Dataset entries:
-------

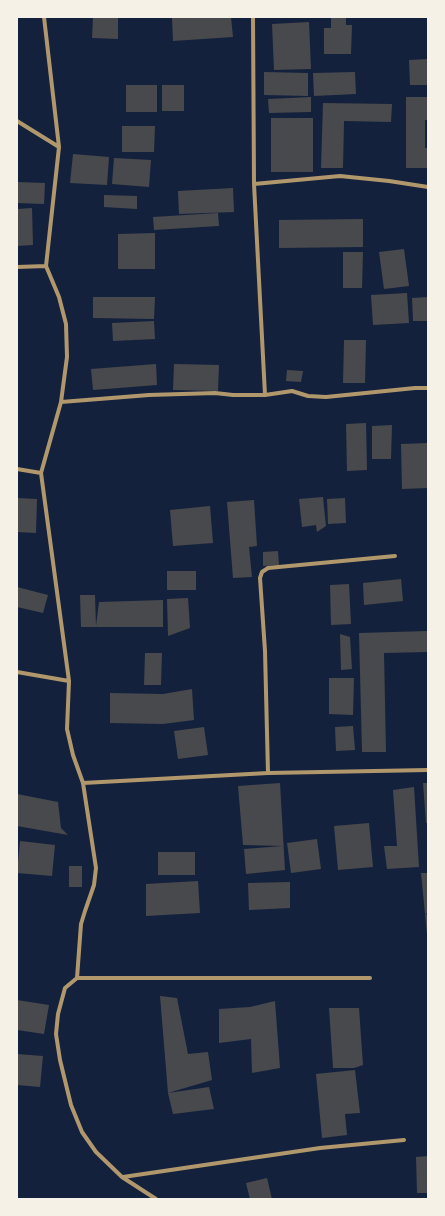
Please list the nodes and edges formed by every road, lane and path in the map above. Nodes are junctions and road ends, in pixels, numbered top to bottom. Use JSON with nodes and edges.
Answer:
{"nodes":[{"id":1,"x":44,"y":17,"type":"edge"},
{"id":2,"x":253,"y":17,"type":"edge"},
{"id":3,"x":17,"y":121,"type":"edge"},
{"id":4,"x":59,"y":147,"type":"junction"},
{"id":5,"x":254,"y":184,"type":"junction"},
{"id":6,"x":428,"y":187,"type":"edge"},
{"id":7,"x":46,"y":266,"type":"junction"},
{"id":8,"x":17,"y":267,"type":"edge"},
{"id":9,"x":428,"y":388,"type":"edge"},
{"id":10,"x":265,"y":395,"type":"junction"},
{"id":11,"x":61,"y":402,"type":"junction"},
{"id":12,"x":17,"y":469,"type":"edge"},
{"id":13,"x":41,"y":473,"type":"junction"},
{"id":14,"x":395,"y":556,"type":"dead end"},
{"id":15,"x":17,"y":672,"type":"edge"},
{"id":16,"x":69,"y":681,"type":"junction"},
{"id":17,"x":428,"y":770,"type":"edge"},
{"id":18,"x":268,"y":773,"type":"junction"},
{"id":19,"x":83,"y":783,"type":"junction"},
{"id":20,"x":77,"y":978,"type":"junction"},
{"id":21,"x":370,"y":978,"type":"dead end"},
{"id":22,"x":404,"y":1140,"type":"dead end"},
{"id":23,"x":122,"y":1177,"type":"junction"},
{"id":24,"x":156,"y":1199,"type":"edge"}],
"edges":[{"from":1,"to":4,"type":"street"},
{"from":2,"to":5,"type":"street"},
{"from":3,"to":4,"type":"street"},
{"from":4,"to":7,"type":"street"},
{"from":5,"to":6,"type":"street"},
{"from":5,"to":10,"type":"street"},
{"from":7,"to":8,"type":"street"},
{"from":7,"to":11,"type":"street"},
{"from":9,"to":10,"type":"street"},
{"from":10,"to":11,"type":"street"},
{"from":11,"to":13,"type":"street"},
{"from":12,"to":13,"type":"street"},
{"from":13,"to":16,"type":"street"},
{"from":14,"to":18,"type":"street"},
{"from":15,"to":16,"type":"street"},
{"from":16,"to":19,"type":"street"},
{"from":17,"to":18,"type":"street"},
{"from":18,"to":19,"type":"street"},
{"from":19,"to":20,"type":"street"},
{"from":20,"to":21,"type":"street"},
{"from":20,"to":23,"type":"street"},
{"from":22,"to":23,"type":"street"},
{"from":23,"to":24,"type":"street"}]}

-------

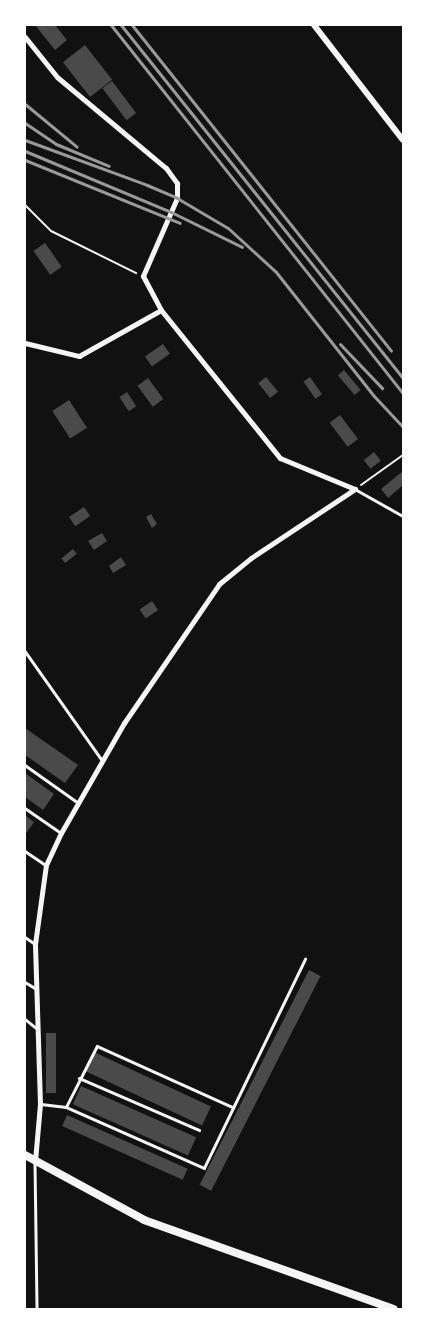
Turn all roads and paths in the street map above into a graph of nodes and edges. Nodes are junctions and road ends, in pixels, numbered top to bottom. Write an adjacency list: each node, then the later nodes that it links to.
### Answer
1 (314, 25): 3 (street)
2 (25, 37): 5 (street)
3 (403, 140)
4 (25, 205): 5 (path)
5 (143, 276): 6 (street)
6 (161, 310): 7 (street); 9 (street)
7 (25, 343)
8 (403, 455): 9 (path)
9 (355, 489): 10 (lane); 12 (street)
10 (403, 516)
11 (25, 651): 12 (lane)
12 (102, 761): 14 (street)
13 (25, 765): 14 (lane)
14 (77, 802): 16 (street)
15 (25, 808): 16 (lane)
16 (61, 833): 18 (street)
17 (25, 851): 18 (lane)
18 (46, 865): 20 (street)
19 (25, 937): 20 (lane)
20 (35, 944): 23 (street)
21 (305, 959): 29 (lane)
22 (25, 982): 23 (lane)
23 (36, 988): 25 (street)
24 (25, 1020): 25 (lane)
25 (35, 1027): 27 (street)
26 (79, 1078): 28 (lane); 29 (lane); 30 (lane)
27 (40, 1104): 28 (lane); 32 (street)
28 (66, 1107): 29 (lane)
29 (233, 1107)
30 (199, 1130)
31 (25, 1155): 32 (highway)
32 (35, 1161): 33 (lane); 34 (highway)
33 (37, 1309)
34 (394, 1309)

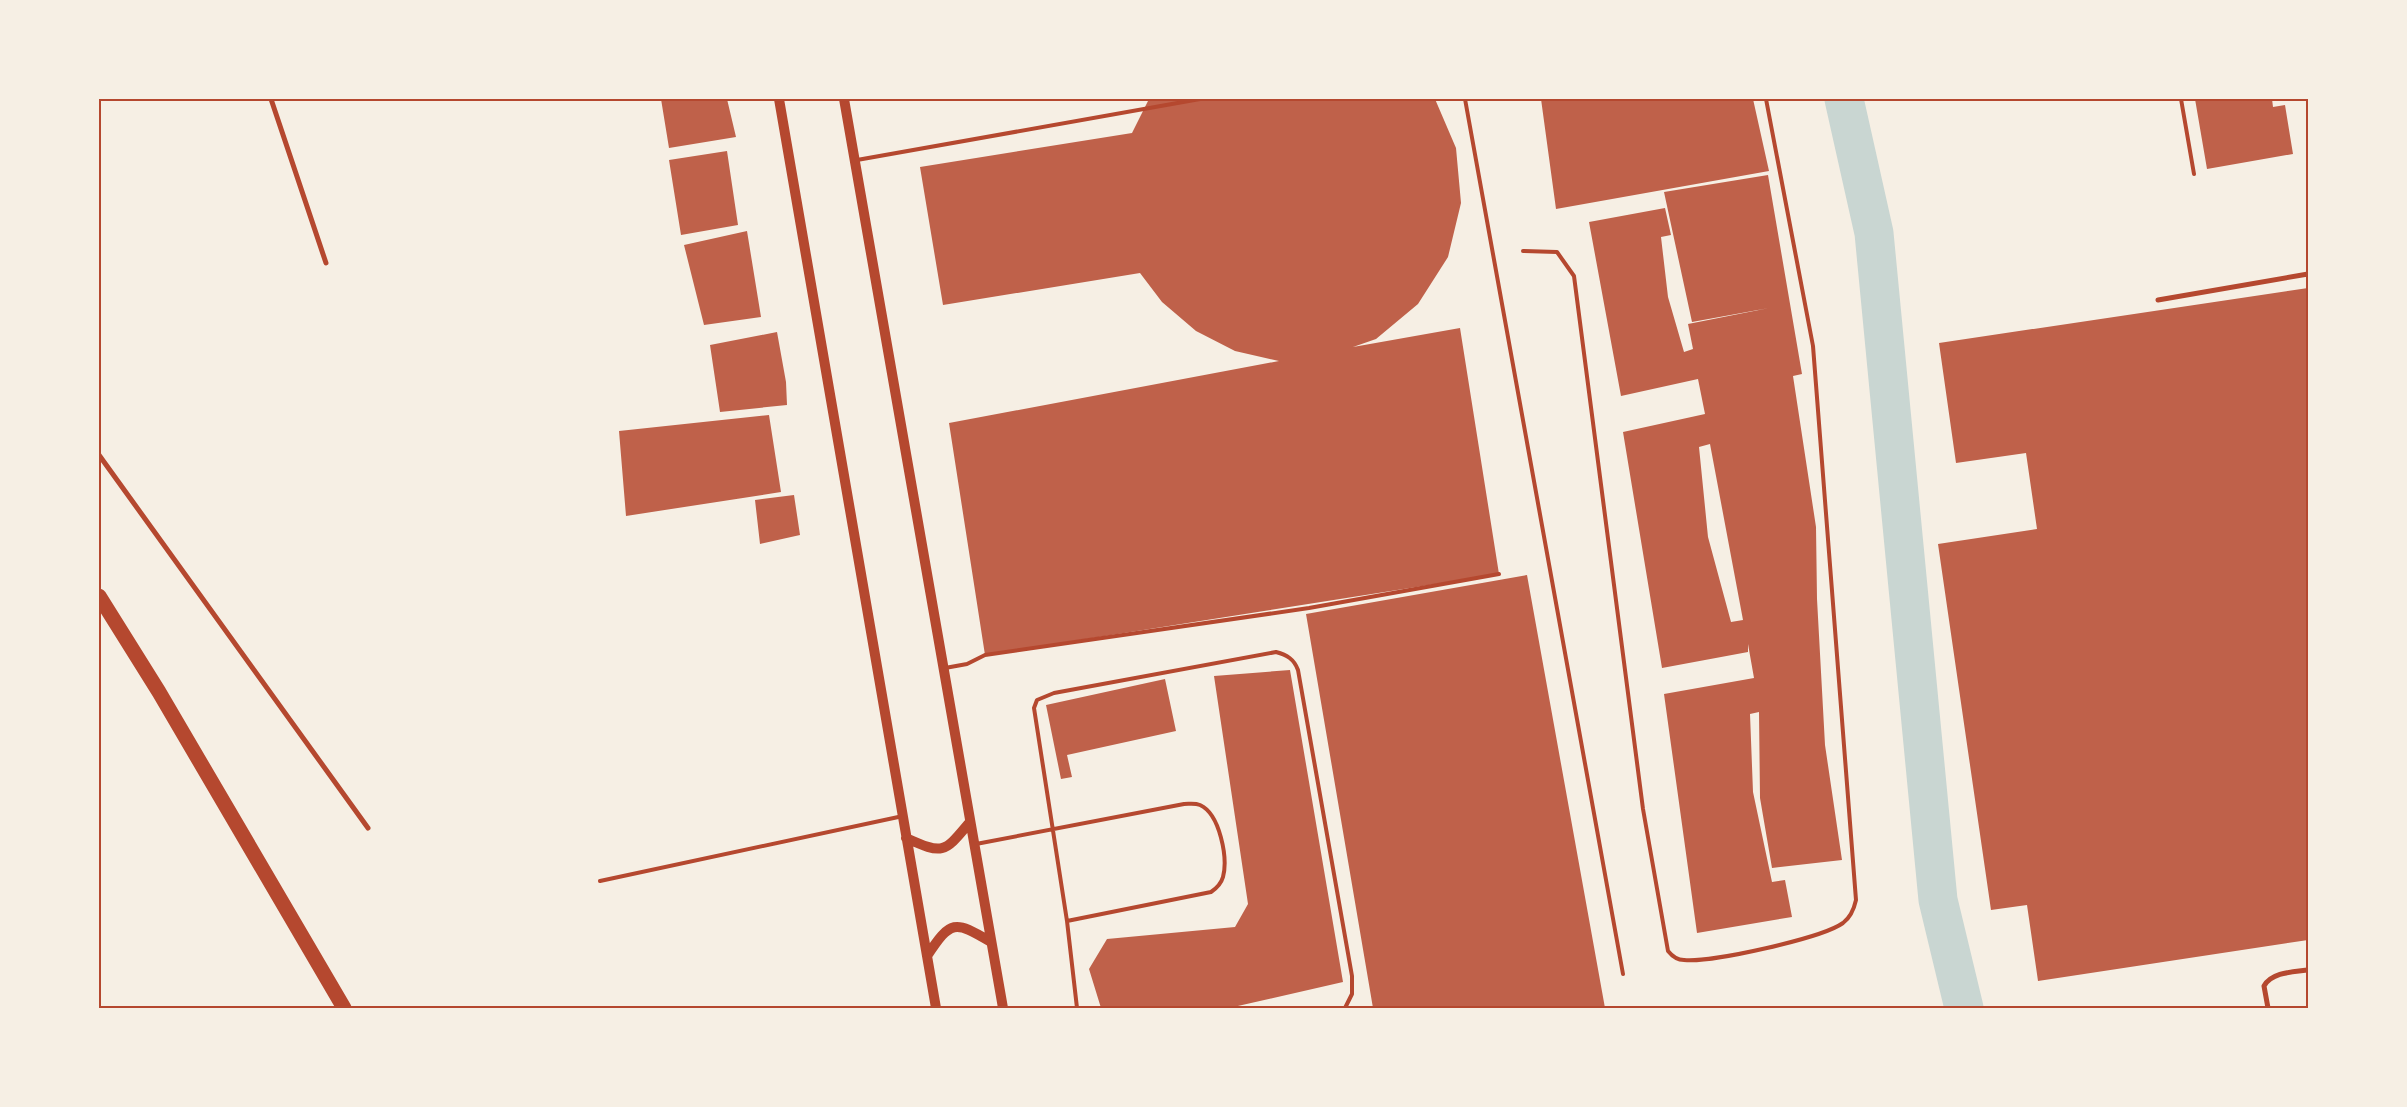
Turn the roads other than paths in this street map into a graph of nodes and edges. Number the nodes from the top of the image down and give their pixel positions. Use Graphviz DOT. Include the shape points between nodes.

-------

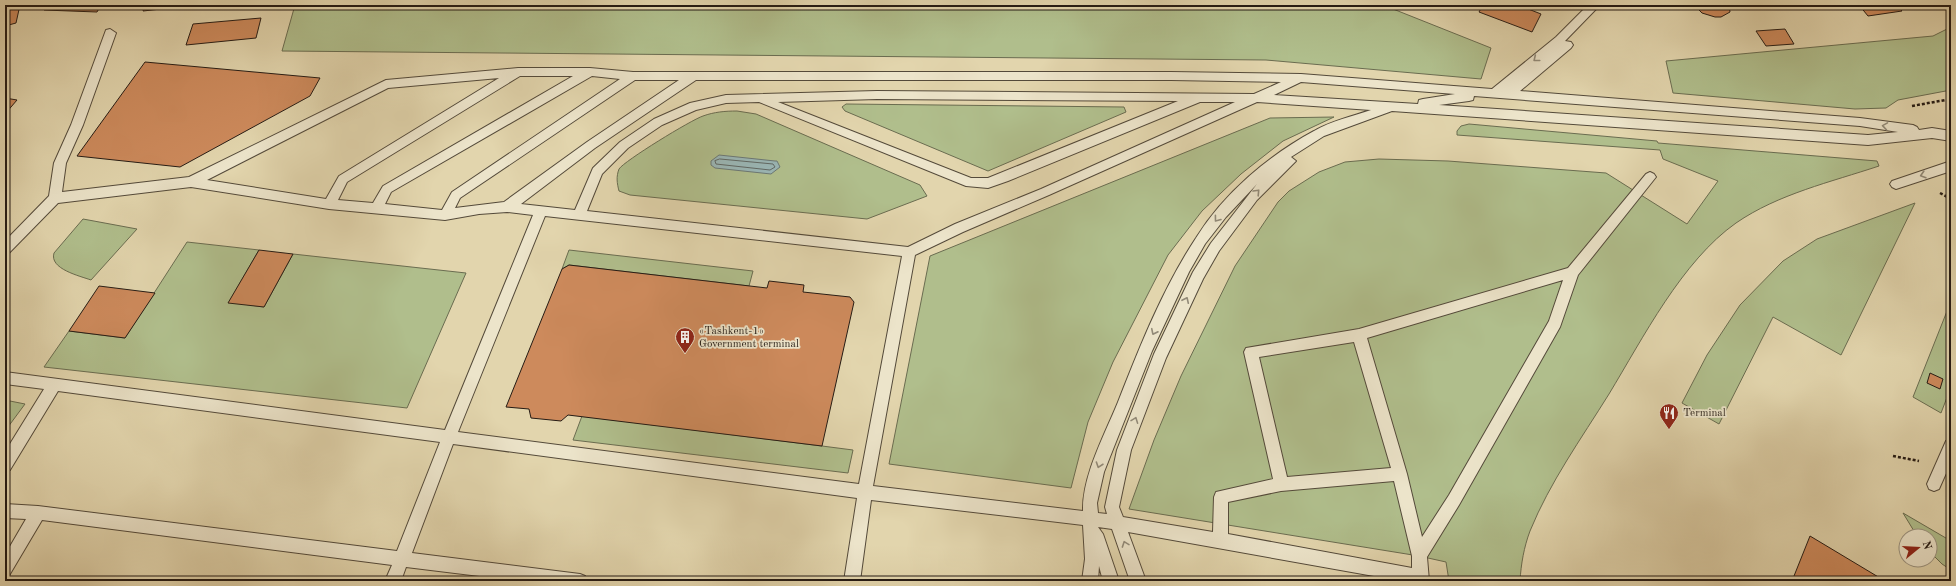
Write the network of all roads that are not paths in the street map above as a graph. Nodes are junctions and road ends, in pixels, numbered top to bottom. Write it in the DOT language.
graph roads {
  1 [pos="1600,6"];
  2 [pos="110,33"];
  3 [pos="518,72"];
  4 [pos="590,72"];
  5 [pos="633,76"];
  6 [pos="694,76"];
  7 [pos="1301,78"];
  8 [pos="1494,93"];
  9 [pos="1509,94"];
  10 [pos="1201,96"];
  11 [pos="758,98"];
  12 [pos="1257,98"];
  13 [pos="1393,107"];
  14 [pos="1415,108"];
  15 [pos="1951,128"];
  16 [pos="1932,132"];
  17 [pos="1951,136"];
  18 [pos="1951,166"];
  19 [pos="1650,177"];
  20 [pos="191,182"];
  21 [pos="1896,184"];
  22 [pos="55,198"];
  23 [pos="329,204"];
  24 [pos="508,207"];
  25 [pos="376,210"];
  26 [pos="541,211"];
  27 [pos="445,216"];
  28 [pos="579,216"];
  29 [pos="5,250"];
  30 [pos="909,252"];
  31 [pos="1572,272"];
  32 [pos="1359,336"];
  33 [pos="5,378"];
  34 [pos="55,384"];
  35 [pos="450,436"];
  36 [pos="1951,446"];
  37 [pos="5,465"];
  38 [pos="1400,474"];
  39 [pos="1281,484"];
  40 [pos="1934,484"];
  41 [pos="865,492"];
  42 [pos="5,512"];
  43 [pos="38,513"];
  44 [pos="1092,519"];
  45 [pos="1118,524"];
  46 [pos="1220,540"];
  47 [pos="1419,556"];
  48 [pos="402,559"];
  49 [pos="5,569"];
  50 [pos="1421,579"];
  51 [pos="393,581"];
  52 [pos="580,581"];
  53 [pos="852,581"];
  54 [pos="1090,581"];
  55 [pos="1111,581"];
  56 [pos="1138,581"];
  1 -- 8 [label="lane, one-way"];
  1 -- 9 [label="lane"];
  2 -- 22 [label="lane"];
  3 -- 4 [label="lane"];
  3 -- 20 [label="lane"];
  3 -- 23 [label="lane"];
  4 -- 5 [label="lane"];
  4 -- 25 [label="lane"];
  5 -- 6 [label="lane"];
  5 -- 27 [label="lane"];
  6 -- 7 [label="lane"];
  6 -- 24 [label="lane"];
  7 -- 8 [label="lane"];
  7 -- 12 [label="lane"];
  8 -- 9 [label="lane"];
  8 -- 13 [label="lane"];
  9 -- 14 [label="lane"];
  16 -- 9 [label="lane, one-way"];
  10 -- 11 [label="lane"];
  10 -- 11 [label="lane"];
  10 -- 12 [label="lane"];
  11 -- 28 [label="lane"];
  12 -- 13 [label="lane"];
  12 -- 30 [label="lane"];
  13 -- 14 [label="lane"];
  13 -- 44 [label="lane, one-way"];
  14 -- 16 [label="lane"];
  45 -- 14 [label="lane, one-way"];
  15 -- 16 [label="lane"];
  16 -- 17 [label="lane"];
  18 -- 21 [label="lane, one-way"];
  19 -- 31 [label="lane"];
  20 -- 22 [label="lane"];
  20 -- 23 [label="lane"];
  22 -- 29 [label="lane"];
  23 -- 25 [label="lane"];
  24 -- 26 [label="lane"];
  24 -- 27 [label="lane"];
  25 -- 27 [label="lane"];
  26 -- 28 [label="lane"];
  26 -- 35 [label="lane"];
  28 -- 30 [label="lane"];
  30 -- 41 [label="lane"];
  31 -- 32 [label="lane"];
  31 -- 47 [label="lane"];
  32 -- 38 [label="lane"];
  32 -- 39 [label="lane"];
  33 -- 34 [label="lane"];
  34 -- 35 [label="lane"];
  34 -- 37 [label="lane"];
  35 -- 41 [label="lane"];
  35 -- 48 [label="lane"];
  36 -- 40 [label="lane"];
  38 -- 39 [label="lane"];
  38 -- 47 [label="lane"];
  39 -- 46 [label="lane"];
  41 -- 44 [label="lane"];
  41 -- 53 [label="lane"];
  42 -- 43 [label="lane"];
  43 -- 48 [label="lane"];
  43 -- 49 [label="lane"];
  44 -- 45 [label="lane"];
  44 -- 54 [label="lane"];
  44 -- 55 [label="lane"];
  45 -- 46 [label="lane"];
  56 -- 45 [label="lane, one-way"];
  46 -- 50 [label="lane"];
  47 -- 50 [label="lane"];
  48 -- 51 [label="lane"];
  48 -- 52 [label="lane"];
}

-------

**Task instructions**.
Lines from the entries that contain the string "list" must be found and copied.

**Problem solution**.
Please list the nodes and edges formed by every road, lane and path in the map above. Nodes are junctions and road ends, in pixels, numbered top to bottom. Use JSON with nodes and edges.
Turn all roads and paths in the street map above into a graph of nodes and edges. Nodes are junctions and road ends, in pixels, numbered top to bottom. Write an adjacency list: each node, then the later nodes that it links to.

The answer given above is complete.